Realizar acciones para retornar a las glorias del pasado siempre terminará en pesadilla. Tendrán que recurrir al guion de los grandes tiranos como Hitler para intentar imponer su propio orden mundial a partir de lo que consideran su “espacio vital”. ¿Luego de anexarse Georgia, Crimea, Bielorrusia, y si captura Ucrania, sigue acaso Hungría, Rumanía, Polonia? Un camino así de delirante solo se puede construir a rajatabla y contra el derecho internacional como lo está haciendo Putin, y para lograrlo está colocando al mundo al borde una conflagración planetaria.
La invasión a Ucrania —un país soberano y demócrata— como ya se prefiguraba años atrás, es uno de los pasos del gobierno de Moscú para restablecer de manera impositiva el poder de una gloria pasada que añora las ínfulas imperiales, centralistas, autoritarias y autócratas de viejos regímenes de amarga historia. Sin embargo, su importancia geopolítica es de gran relevancia global ya que está poniendo en vilo la viabilidad de la ONU y los consensos básicos para la paz mundial.
Si su estrategia de nuevo orden mundial falla, como parece está ocurriendo, en una de esas Putin termina fortaleciendo a la OTAN y precipitando a su nación a una condición lastimosa, aislada y confrontando de nuevo a los nacionalismos que están contenidos por la fuerza del centralismo autoritario ruso.
Si se consolida la anexión de Ucrania a través de un gobierno títere, —impune ante una ONU derrotada— queda abierta la puerta a la realización de aspiraciones semejantes por otras naciones. Si esa es la condición del nuevo orden veremos en adelante acciones semejantes contra países que orbitan en el interés económico, geopolítico o religioso de otras naciones.

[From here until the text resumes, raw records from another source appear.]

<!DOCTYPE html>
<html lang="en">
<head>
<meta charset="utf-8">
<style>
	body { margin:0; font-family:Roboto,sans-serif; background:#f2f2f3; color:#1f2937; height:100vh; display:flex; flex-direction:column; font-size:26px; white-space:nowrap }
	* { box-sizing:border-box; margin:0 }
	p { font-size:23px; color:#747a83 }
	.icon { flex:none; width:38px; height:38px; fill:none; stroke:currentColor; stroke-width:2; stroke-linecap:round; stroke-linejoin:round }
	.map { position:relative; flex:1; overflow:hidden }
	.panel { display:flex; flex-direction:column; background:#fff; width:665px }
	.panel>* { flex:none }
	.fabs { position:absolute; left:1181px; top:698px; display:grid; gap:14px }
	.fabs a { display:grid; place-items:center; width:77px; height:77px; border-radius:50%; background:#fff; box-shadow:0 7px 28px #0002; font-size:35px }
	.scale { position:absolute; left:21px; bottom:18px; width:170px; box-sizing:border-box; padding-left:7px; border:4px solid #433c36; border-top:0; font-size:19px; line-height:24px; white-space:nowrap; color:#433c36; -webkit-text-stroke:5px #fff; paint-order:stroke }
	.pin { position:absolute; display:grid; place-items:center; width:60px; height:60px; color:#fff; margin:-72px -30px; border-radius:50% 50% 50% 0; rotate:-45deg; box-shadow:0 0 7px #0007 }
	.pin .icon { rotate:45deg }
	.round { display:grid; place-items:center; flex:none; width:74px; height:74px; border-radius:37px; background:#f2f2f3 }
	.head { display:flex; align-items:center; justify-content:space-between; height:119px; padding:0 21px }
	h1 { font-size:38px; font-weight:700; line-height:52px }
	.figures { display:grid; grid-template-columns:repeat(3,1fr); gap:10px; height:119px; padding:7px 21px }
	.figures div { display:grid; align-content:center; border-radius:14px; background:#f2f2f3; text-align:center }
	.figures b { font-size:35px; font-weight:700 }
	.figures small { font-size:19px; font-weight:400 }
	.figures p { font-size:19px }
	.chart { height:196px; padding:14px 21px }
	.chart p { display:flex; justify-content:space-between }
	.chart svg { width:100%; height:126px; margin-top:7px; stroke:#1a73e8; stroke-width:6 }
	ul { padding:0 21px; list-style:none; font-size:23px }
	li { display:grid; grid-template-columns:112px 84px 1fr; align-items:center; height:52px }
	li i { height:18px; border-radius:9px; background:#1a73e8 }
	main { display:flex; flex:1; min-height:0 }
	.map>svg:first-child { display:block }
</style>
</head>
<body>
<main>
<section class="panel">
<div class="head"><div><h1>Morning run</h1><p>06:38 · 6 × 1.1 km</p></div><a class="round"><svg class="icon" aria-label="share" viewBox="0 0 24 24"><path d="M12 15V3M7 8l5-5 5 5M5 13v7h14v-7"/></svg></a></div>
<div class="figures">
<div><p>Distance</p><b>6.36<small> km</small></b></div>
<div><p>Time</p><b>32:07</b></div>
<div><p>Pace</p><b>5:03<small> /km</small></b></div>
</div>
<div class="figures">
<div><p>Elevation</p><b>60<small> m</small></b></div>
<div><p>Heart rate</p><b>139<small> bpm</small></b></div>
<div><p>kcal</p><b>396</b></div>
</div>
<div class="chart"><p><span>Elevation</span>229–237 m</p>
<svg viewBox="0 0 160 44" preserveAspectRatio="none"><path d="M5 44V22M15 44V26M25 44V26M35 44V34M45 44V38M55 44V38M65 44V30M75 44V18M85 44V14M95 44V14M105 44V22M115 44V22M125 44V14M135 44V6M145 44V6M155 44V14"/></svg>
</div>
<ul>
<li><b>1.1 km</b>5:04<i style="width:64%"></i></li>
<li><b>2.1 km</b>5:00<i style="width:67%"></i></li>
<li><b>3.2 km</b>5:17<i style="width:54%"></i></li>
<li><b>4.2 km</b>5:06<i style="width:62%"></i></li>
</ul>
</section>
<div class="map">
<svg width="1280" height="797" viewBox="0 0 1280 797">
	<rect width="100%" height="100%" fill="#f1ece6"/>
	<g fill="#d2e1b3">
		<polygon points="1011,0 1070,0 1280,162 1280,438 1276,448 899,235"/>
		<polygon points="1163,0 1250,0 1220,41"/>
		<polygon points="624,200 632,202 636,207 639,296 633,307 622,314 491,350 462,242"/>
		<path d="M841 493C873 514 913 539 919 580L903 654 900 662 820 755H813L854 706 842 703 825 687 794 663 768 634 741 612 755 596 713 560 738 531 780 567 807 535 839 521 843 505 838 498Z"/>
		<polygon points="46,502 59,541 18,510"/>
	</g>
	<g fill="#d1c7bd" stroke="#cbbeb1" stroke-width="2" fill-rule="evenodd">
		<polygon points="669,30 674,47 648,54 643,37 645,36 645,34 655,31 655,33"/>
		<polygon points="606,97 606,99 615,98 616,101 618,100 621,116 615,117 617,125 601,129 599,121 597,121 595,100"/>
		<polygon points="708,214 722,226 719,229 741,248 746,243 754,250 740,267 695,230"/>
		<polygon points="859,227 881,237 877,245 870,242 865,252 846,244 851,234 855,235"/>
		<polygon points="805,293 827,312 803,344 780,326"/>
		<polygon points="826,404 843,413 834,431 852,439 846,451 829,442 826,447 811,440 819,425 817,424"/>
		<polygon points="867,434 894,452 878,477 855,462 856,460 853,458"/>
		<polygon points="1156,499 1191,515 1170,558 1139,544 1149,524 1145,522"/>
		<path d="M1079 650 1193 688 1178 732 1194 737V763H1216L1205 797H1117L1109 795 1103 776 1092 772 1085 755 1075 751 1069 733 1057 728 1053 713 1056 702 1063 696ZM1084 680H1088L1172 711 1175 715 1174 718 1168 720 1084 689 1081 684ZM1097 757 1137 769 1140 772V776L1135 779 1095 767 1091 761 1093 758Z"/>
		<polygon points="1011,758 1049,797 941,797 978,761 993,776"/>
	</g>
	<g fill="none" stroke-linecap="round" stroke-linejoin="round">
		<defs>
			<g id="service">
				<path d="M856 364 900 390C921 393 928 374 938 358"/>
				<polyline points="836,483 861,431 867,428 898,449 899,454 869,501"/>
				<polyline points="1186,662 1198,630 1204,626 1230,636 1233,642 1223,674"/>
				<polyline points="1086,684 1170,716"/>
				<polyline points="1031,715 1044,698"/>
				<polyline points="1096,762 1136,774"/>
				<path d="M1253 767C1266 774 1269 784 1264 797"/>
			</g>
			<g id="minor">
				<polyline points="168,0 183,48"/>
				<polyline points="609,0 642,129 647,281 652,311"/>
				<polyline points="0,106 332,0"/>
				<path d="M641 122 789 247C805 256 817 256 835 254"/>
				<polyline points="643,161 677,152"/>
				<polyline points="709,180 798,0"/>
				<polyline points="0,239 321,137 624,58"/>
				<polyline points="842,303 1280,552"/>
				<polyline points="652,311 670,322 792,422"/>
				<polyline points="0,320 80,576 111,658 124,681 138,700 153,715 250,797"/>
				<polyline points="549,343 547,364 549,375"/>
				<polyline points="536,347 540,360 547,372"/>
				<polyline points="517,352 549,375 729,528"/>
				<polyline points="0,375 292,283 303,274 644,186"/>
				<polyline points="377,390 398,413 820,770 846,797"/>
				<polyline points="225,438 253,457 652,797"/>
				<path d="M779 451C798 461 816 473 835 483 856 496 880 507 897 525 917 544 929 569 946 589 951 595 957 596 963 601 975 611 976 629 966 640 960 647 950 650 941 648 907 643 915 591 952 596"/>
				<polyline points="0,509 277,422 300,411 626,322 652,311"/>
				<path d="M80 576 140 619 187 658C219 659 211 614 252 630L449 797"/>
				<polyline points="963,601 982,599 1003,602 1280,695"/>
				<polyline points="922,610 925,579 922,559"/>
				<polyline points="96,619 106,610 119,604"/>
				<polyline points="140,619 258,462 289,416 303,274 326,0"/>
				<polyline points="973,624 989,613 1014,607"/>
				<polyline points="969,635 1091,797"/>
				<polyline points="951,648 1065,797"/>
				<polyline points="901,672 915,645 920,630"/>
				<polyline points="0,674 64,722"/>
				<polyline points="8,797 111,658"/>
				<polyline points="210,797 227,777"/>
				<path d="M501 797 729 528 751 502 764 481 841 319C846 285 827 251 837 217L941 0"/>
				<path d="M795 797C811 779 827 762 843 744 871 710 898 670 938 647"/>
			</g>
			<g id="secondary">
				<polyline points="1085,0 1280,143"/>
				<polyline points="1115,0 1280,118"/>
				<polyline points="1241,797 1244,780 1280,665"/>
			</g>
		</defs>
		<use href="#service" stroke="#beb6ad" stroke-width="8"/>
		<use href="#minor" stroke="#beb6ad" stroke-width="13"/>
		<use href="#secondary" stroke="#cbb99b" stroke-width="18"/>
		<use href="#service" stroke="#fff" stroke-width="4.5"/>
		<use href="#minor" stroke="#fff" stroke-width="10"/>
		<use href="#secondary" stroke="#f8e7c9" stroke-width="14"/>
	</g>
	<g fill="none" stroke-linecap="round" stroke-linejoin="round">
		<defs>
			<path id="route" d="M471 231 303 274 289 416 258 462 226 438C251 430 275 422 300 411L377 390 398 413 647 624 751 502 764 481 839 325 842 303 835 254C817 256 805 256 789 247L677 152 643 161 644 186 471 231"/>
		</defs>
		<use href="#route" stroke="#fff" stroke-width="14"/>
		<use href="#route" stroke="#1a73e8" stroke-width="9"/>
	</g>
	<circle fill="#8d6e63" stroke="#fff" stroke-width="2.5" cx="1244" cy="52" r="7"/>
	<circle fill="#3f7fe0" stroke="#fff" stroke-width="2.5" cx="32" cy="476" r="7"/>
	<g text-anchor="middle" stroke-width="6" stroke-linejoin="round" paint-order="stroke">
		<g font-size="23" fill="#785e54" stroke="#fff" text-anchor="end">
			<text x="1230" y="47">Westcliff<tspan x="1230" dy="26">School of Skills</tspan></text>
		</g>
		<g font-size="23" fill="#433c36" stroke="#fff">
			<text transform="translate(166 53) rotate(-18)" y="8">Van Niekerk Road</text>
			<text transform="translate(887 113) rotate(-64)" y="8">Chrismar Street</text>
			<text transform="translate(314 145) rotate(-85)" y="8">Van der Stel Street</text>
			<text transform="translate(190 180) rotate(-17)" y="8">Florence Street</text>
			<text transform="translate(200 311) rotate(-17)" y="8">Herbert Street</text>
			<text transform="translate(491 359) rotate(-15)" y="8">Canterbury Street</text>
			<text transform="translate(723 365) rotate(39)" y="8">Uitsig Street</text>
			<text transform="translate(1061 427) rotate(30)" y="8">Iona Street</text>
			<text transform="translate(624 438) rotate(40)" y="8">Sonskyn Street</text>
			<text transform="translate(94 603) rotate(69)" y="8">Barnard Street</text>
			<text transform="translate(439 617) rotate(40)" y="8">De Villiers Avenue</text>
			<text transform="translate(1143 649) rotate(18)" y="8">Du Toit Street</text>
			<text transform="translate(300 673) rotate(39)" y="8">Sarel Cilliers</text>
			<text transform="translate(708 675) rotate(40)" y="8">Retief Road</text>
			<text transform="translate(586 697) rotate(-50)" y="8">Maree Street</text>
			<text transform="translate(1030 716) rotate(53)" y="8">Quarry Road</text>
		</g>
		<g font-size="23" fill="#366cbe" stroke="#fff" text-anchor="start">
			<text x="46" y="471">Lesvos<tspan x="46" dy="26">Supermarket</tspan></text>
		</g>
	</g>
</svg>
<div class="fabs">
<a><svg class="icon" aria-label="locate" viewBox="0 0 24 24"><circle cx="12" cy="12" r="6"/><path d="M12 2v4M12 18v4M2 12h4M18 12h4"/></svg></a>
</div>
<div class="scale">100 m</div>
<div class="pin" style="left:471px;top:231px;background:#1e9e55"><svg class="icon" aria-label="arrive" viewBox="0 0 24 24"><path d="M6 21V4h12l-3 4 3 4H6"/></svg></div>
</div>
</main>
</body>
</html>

También el discurso de una entidad supranacional capaz de garantizar la paz en el planeta habrá caído del plano de las certezas al de la incertidumbre, como está siendo desde hace años. Es decir, como los otros relatos de la modernidad, también este se habrá quebrado.
Hacia el futuro el único horizonte cierto es el de la guerra recurrente. Las instituciones más sólidas que siguen teniendo las naciones son las militares, no las que construyen consensos y acuerdos.
Y esta es una parte de la realidad que observa Putin y por supuesto la OTAN, por eso ambos caminan con sus pertrechos militares, tecnológicos, ideológicos y diplomáticos para alcanzar y ejercer la fuerza suficiente que les asegure definir las reglas del nuevo orden mundial en una época de reposicionamiento de potencias y pérdida de instituciones globales que antaño representaban un medio para dar cierta estabilidad al orden generado luego de la Segunda Guerra Mundial y la caída del bloque socialista.
La apuesta hecha por el gobierno de Moscú, si es que no se trata de una balandronada, es de todo o nada. Es una disyuntiva que lleva al extremo la disponibilidad para la guerra generalizada. Lo peor es perfectamente posible, en esto no hay linealidad histórica hacia lo bueno.
En definitiva, se trata de un momento histórico que ha concitado la protesta mundial, la solidaridad de naciones con Ucrania y la acción diplomática de los gobiernos. Es, por cierto, una oportunidad para que el gobierno mexicano, más allá de la palabrería, eleve también su apuesta realizando una diplomacia propositiva de alto nivel que reconstruya el liderazgo continental que ha perdido y contribuya de manera reconocible al cese de la guerra y a la reconstrucción de las instituciones globales para la paz y la convivencia entre naciones. Se vería bien y haría un gran bien. Es buena coyuntura ahora que prácticamente México está borrado de los liderazgos mundiales.